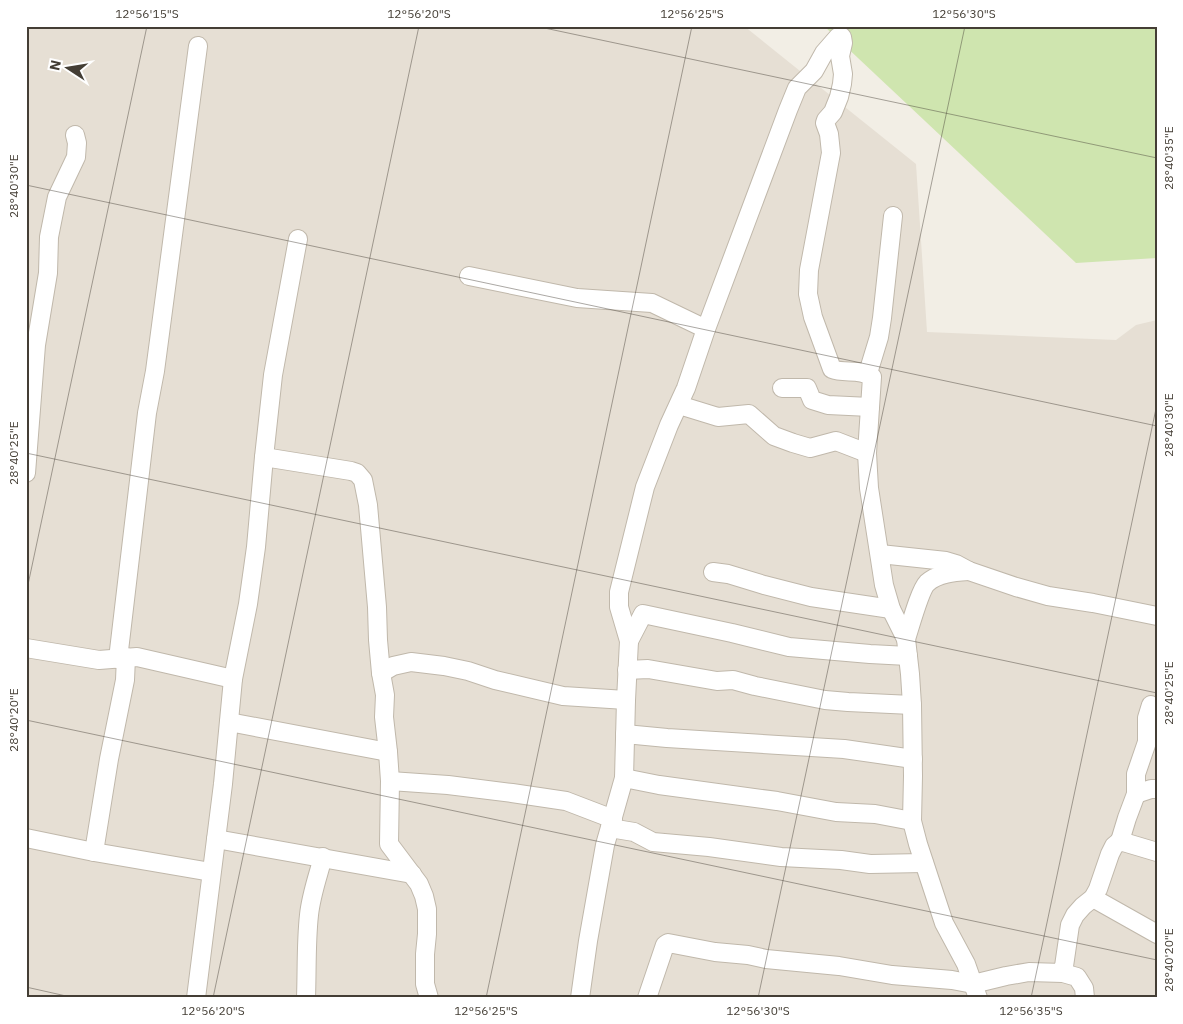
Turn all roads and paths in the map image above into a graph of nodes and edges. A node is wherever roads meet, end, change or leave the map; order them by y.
1 (198, 46) dead end
2 (75, 135) dead end
3 (893, 216) dead end
4 (298, 239) dead end
5 (469, 276) dead end
6 (706, 330) junction
7 (868, 373) junction
8 (782, 388) dead end
9 (679, 405) junction
10 (870, 407) junction
11 (867, 453) junction
12 (264, 457) junction
13 (26, 474) edge
14 (880, 554) junction
15 (969, 571) junction
16 (713, 572) dead end
17 (619, 603) junction
18 (891, 609) junction
19 (642, 614) junction
20 (1157, 616) edge
21 (906, 638) junction
22 (629, 641) junction
23 (26, 648) edge
24 (908, 656) junction
25 (122, 658) junction
26 (627, 670) junction
27 (381, 673) junction
28 (233, 678) junction
29 (626, 700) junction
30 (912, 705) junction
31 (1151, 705) dead end
32 (229, 722) junction
33 (625, 734) junction
34 (388, 752) junction
35 (913, 759) junction
36 (624, 778) junction
37 (390, 781) junction
38 (1157, 789) edge
39 (1136, 794) junction
40 (912, 821) junction
41 (612, 823) junction
42 (26, 838) edge
43 (216, 839) junction
44 (1120, 840) junction
45 (94, 852) junction
46 (1157, 852) edge
47 (323, 857) junction
48 (924, 863) junction
49 (211, 872) junction
50 (412, 874) junction
51 (1093, 898) junction
52 (1157, 934) edge
53 (1063, 973) junction
54 (976, 991) edge
55 (583, 997) edge
56 (196, 998) edge
57 (306, 998) edge
58 (429, 998) edge
59 (647, 998) edge
60 (1085, 998) edge

1 - 25 street
2 - 13 street
3 - 7 street
4 - 12 street
5 - 6 street
6 - 7 street
6 - 9 street
7 - 10 street
8 - 10 street
9 - 11 street
9 - 17 street
10 - 11 street
11 - 14 street
12 - 27 street
12 - 28 street
14 - 15 street
14 - 18 street
15 - 20 street
15 - 21 street
16 - 18 street
17 - 19 street
17 - 22 street
18 - 21 street
19 - 22 street
19 - 24 street
21 - 24 street
22 - 26 street
23 - 25 street
24 - 30 street
25 - 28 street
25 - 45 street
26 - 29 street
26 - 30 street
27 - 29 street
27 - 34 street
28 - 32 street
29 - 33 street
30 - 35 street
31 - 39 street
32 - 34 street
32 - 43 street
33 - 35 street
33 - 36 street
34 - 37 street
35 - 40 street
36 - 40 street
36 - 41 street
37 - 41 street
37 - 50 street
38 - 39 street
39 - 44 street
40 - 48 street
41 - 48 street
41 - 55 street
42 - 45 street
43 - 47 street
43 - 49 street
44 - 46 street
44 - 51 street
45 - 49 street
47 - 50 street
47 - 57 street
48 - 54 street
49 - 56 street
50 - 58 street
51 - 52 street
51 - 53 street
53 - 54 street
53 - 60 street
54 - 59 street

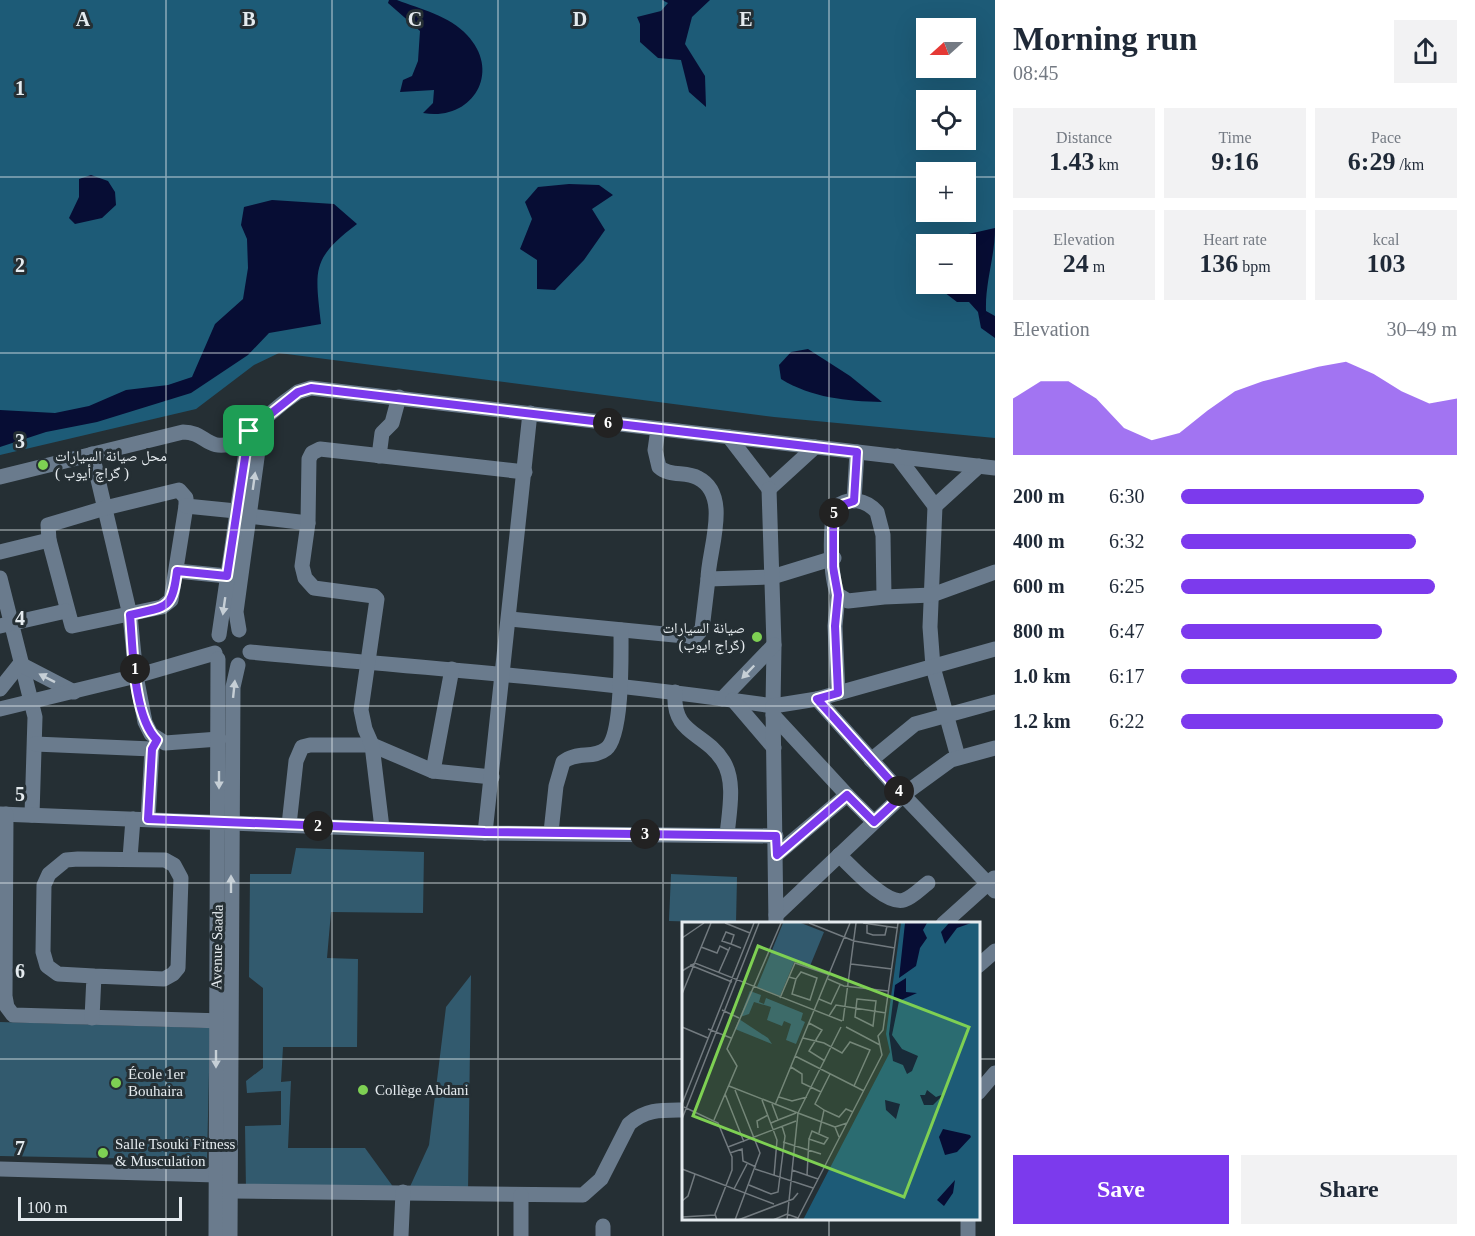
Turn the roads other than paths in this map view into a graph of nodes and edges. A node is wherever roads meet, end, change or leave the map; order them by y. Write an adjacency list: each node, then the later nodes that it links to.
1 (399, 397): 2 (street); 3 (street); 10 (street)
2 (530, 413): 4 (street); 14 (street)
3 (262, 420): 5 (street); 21 (street, one-way to 3)
4 (658, 429): 6 (street); 31 (street)
5 (249, 431): 9 (street); 21 (street)
6 (729, 437): 7 (street); 16 (street)
7 (814, 447): 8 (street); 16 (street)
8 (857, 452): 11 (street); 17 (street)
9 (92, 454): 15 (street); 20 (street)
10 (380, 456): 14 (street); 22 (street)
11 (897, 456): 12 (street); 19 (street)
12 (979, 466): 13 (street); 19 (street)
13 (995, 468)
14 (525, 472): 37 (street)
15 (0, 477)
16 (769, 489): 28 (street)
17 (854, 501): 25 (street); 34 (street)
18 (186, 506): 20 (street); 21 (street); 26 (street)
19 (935, 506): 33 (street)
20 (105, 507): 23 (street); 36 (street)
21 (242, 514): 22 (street); 30 (street)
22 (308, 523): 46 (street)
23 (49, 540): 24 (street); 35 (street)
24 (0, 552)
25 (834, 558): 28 (street); 32 (street)
26 (177, 571): 30 (street); 36 (street)
27 (995, 572): 33 (street)
28 (772, 577): 31 (street); 42 (street)
29 (0, 578): 38 (street)
30 (234, 578): 39 (street); 41 (street, one-way to 41)
31 (708, 579): 40 (street)
32 (838, 595): 34 (street); 57 (street)
33 (932, 595): 34 (street); 49 (street)
34 (884, 597)
35 (66, 611): 36 (street); 38 (street)
36 (130, 615): 51 (street)
37 (510, 619): 40 (street); 52 (street)
38 (5, 624): 47 (street)
39 (239, 630): 41 (street); 44 (street)
40 (621, 630): 53 (street)
41 (219, 635): 45 (street)
42 (774, 645): 58 (street, one-way to 58); 63 (street)
43 (995, 649): 49 (street)
44 (250, 652): 46 (street); 48 (street)
45 (216, 656): 48 (street); 51 (street); 65 (street, Avenue Saada)
46 (366, 661): 50 (street); 68 (street)
47 (20, 664): 54 (street); 55 (street, one-way to 47); 60 (street)
48 (238, 665): 82 (street, Avenue Saada, one-way to 48)
49 (933, 667): 57 (street); 64 (street)
50 (452, 669): 52 (street); 73 (street)
51 (136, 676): 55 (street); 67 (street)
52 (504, 676): 53 (street); 74 (street)
53 (621, 686): 56 (street); 86 (street)
54 (0, 688)
55 (74, 692): 60 (street)
56 (675, 692): 58 (street); 87 (street)
57 (838, 693): 59 (street)
58 (728, 699): 63 (street); 69 (street)
59 (817, 699): 63 (street); 72 (street)
60 (30, 701): 62 (street); 66 (street)
61 (995, 702): 64 (street)
62 (0, 709)
63 (773, 710): 69 (street); 75 (street)
64 (947, 717): 71 (street); 72 (street)
65 (219, 739): 67 (street); 82 (street, Avenue Saada, one-way to 82)
66 (35, 744): 67 (street); 78 (street)
67 (154, 745): 80 (street)
68 (372, 745): 73 (street); 83 (street); 84 (street)
69 (774, 748): 88 (street)
70 (992, 753): 71 (street)
71 (958, 757): 76 (street)
72 (872, 760): 76 (street)
73 (434, 771): 74 (street)
74 (492, 777): 85 (street)
75 (847, 795): 81 (street); 89 (street)
76 (903, 795): 81 (street); 93 (street)
77 (3, 814): 78 (street); 99 (street)
78 (32, 815): 79 (street)
79 (133, 819): 80 (street); 91 (street)
80 (148, 819): 82 (street)
81 (874, 822): 90 (street)
82 (225, 823): 83 (street); 100 (street, Avenue Saada); 101 (street, Avenue Saada, one-way to 82)
83 (289, 825): 84 (street)
84 (382, 828): 85 (street)
85 (485, 832): 86 (street)
86 (551, 832): 87 (street)
87 (727, 835): 88 (street)
88 (776, 836): 89 (street)
89 (777, 855): 94 (street)
90 (839, 855): 92 (street); 94 (street)
91 (130, 858): 98 (street); 98 (street)
92 (928, 883)
93 (993, 884): 95 (street)
94 (776, 920)
95 (946, 922)
96 (995, 951): 97 (street)
97 (980, 964)
98 (94, 976): 99 (street)
99 (92, 1018): 100 (street)
100 (216, 1021): 101 (street); 106 (street, Avenue Saada, one-way to 106)
101 (232, 1021): 107 (street, Avenue Saada)
102 (995, 1072): 103 (street)
103 (980, 1091)
104 (682, 1110): 109 (street)
105 (0, 1169): 106 (street)
106 (217, 1175): 107 (street); 110 (street, Avenue Saada)
107 (231, 1191): 108 (street); 111 (street, Avenue Saada)
108 (403, 1192): 109 (street); 112 (street)
109 (521, 1195): 113 (street)
110 (216, 1236)
111 (230, 1236)
112 (401, 1236)
113 (521, 1236)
------------
* Work to complete: Whenever a line above has the word "Avenue" in it, copy that line.

* Answer below:
45 (216, 656): 48 (street); 51 (street); 65 (street, Avenue Saada)
48 (238, 665): 82 (street, Avenue Saada, one-way to 48)
65 (219, 739): 67 (street); 82 (street, Avenue Saada, one-way to 82)
82 (225, 823): 83 (street); 100 (street, Avenue Saada); 101 (street, Avenue Saada, one-way to 82)
100 (216, 1021): 101 (street); 106 (street, Avenue Saada, one-way to 106)
101 (232, 1021): 107 (street, Avenue Saada)
106 (217, 1175): 107 (street); 110 (street, Avenue Saada)
107 (231, 1191): 108 (street); 111 (street, Avenue Saada)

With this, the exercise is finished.